I pondered this while wandering Porto’s vertical alleys, where the stoic faces around me bore witness to hardship. For centuries, poor, isolated Portuguese stared up at the lavish palaces, cathedrals and towers that were vestiges of a more prosperous era. Today a similar phenomenon is taking hold, as many struggle to pay electricity bills in the glow of upscale chain stores, first-world highways and other reminders of the fleeting fruits of European integration.

But the ephemera of progress were the last thing on my mind as I gazed up at Porto’s ageless towers and tiled façades on a brilliant, cloudless morning. Tracing the arc of Jewish Porto meant heading for the historic neighborhoods that sprawl along the steep banks of the Douro River, their red-tile roofs baking under a hot Iberian sun.

While few Jews call Porto home today, medieval communities occupied multiple quarters of the Old City. One such district was in the area around the Cathedral, with its rose-and-gold interior, and the Torre dos Clérigos, the soaring Baroque obelisk that has been an urban landmark for centuries. Less remains of Porto’s first synagogue on Rua Santana — nor of another Jewish quarter to the west, surrounding the Infante D. Henrique Plaza, which marks the historic center of Porto.

To step inside the Palácio da Bolsa, whose neoclassical edifice looms over the square, is to step into a grand, nostalgic vision of Portuguese prosperity. Nearby on the Rua do Comercio, where Jewish merchants once congregated, there is little evidence of either Jewish life or prosperity; all that remains are charmingly dingy façades, garnished with wrought-iron balconies and punctuated by baroque churches.

I made my way down to the river, where the expanse of sky and water provided a welcome contrast to Porto’s dark, narrow streets. Colorful tugboats glided by the riverfront promenade; fans of the Porto soccer club were already filling cafes, singing and chanting over platters of fried fish.

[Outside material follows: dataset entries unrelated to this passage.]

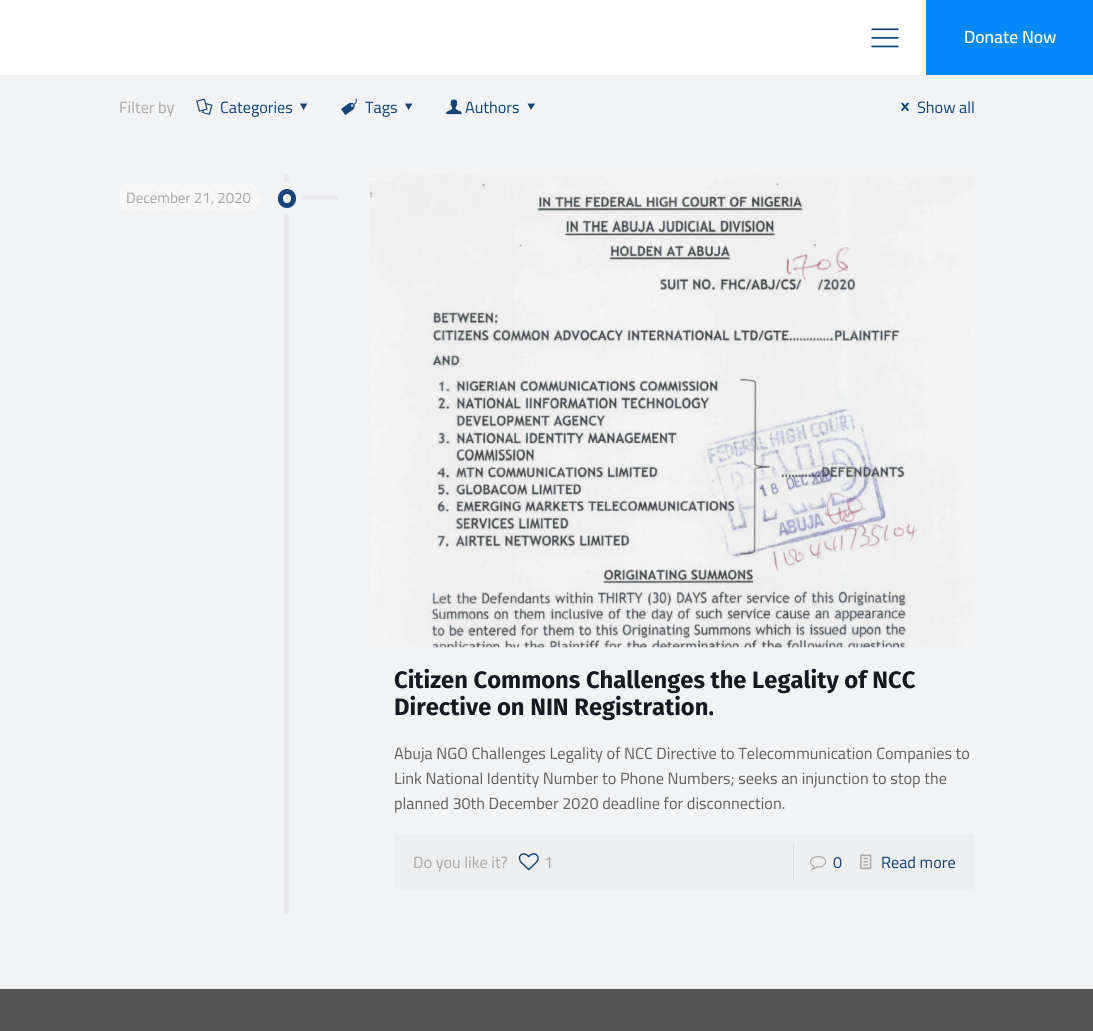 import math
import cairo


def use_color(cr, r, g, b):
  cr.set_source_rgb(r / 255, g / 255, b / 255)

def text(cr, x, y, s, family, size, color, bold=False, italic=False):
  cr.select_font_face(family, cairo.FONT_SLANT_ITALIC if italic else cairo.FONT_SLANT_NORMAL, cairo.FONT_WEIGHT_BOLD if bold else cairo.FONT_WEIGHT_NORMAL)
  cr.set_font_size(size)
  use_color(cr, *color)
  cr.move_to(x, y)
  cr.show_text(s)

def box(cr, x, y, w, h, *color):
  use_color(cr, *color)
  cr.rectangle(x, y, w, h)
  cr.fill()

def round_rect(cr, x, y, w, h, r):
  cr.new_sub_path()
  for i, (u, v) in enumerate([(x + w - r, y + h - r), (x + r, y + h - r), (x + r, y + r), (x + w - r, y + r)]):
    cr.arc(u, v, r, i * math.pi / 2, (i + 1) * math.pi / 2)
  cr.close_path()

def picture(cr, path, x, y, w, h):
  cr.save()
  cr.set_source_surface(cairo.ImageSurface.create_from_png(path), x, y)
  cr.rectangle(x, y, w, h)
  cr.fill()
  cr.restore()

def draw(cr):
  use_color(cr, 242, 243, 245)
  cr.paint()
  box(cr, 0, 0, 925, 75, 255, 255, 255)
  picture(cr, "img_01.png", 871, 28, 28, 20)
  box(cr, 926, 0, 167, 75, 0, 137, 247)
  box(cr, 925, 0, 1, 75, 242, 242, 242)
  picture(cr, "img_02.png", 196, 98, 17, 17)
  use_color(cr, 19, 69, 122)
  cr.new_path()
  cr.move_to(307.5, 103.5)
  cr.line_to(303.5, 110)
  cr.line_to(300, 103.5)
  cr.close_path()
  cr.fill()
  picture(cr, "img_03.png", 341, 98, 16, 17)
  cr.new_path()
  cr.move_to(412.5, 103.5)
  cr.line_to(408.5, 110)
  cr.line_to(405, 103.5)
  cr.close_path()
  cr.fill()
  picture(cr, "img_04.png", 446, 99, 16, 16)
  cr.new_path()
  cr.move_to(535, 103.5)
  cr.line_to(531, 110)
  cr.line_to(527.5, 103.5)
  cr.close_path()
  cr.fill()
  picture(cr, "img_05.png", 901, 102, 8, 9)
  picture(cr, "img_06.png", 284, 175, 55, 739)
  use_color(cr, 248, 248, 248)
  round_rect(cr, 120, 184, 136, 27, 5)
  cr.fill()
  picture(cr, "img_07.png", 124, 184, 132, 27)
  cr.new_path()
  cr.move_to(256, 204)
  cr.line_to(256, 191)
  cr.line_to(262.5, 197.5)
  cr.close_path()
  cr.fill()
  round_rect(cr, 280.5, 191.5, 13, 14, 6.5)
  use_color(cr, 19, 69, 122)
  cr.set_line_width(5)
  cr.stroke()
  picture(cr, "img_08.png", 370, 175, 605, 473)
  box(cr, 395, 834, 580, 55, 237, 238, 240)
  picture(cr, "img_09.png", 518, 853, 21, 18)
  box(cr, 793, 843, 1, 37, 218, 219, 221)
  picture(cr, "img_10.png", 810, 856, 17, 14)
  picture(cr, "img_11.png", 860, 854, 12, 16)
  box(cr, 0, 989, 1093, 42, 84, 84, 84)
  text(cr, 964, 43, "Donate Now", "Cairo SemiBold", 17.5, (255, 255, 255))
  text(cr, 119, 113, "Filter by", "Cairo", 16.25, (168, 168, 168))
  text(cr, 220, 113, "Categories", "Cairo", 16.25, (19, 69, 122))
  text(cr, 365, 113, "Tags", "Cairo", 16.25, (19, 69, 122))
  text(cr, 465, 113, "Authors", "Cairo", 16.25, (19, 69, 122))
  text(cr, 917, 113, "Show all", "Cairo", 16.25, (19, 69, 122))
  text(cr, 126, 203, "December 21, 2020", "Cairo", 15, (168, 168, 168))
  text(cr, 394, 688, "Citizen Commons Challenges the Legality of NCC", "Fira Sans", 23.75, (22, 25, 34), bold=True)
  text(cr, 394, 715, "Directive on NIN Registration.", "Fira Sans", 23.75, (22, 25, 34), bold=True)
  text(cr, 394, 759, "Abuja NGO Challenges Legality of NCC Directive to Telecommunication Companies to", "Cairo", 16.25, (98, 98, 98))
  text(cr, 394, 784, "Link National Identity Number to Phone Numbers; seeks an injunction to stop the", "Cairo", 16.25, (98, 98, 98))
  text(cr, 394, 809, "planned 30th December 2020 deadline for disconnection.", "Cairo", 16.25, (98, 98, 98))
  text(cr, 413, 868, "Do you like it?", "Cairo", 16.25, (168, 168, 168))
  text(cr, 544, 868, "1", "Cairo", 16.25, (168, 168, 168))
  text(cr, 833, 868, "0", "Cairo", 16.25, (19, 69, 122))
  text(cr, 881, 868, "Read more", "Cairo", 16.25, (19, 69, 122))


surface = cairo.ImageSurface(cairo.FORMAT_RGB24, 1093, 1031)
cr = cairo.Context(surface)
options = cairo.FontOptions()
options.set_hint_metrics(cairo.HINT_METRICS_OFF)
options.set_hint_style(cairo.HINT_STYLE_NONE)
cr.set_font_options(options)
cr.set_miter_limit(4)
draw(cr)
surface.write_to_png("out.png")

The Douro River runs east to west — and so did Porto Jews. That is how the Kadoorie Synagogue came to be built in Boavista, a neighborhood where the post-expulsion Jewish community coalesced in the 17th and 18th centuries. West and slightly inland from the city center, Boavista is today a tranquil district filled with parks and fountains.

But the loveliest park of all is the 44-acre campus of the Serralves Foundation, Portugal’s national modern-art institution, which lies just a short stroll from the synagogue.

Like so many architecturally distinguished temples of modern art, everything about the Serralves is more exciting than the actual art — the arresting formal gardens, all dark-green rectangles and limpid pools; winding paths through acres of flowering forest; and especially the pink Art Deco palace at the heart of the estate, one of Portugal’s most iconic buildings.

It was pleasant enough to stroll through the light-filled museum, which showcases aesthetic currents of contemporary Iberia. But it was even more pleasant to picnic outside in the shadow of abstract sculptures, listening to the shush-shush chatter of Portuguese families, enjoying a respite from the weight of a dolorous past.